-------- Input records

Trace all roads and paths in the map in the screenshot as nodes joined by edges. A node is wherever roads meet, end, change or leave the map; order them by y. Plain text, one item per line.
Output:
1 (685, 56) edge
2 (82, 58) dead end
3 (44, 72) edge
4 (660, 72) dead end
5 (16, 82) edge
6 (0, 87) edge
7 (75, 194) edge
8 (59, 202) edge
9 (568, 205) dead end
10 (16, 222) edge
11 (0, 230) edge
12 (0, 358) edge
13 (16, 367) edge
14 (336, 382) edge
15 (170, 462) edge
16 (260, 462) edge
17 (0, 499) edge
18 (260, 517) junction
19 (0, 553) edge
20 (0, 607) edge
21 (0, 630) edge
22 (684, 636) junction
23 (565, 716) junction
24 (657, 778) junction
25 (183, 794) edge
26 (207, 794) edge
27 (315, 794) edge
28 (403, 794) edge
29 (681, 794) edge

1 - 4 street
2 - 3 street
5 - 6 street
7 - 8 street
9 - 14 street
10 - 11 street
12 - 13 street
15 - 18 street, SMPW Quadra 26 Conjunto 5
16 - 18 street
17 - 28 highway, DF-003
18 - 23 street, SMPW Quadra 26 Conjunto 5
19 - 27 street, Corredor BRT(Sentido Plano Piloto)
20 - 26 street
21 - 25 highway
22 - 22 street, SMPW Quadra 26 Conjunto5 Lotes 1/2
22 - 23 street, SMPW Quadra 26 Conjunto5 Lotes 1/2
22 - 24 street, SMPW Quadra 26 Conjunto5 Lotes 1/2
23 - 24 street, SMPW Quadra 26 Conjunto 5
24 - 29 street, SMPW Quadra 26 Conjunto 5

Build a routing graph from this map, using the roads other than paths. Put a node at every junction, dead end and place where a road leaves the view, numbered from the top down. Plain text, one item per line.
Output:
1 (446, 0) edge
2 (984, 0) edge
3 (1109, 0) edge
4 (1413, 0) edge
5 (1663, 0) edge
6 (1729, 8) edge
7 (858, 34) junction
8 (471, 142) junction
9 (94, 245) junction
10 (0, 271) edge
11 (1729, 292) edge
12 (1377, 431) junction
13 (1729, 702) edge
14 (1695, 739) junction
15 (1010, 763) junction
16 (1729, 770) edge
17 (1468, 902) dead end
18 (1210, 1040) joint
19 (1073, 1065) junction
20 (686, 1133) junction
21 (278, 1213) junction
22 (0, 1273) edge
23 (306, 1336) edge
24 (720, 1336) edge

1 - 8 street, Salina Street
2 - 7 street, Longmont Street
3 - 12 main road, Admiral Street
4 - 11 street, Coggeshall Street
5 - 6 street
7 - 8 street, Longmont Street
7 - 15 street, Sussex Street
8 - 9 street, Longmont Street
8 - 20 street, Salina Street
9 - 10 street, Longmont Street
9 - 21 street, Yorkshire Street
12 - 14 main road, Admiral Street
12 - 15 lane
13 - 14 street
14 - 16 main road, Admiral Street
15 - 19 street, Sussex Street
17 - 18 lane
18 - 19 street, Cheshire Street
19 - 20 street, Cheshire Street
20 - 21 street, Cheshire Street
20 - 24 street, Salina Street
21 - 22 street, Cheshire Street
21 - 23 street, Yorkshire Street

----------------

Report only the number of lines in the data above that contain "paths".

--- Output of the exercise ---
2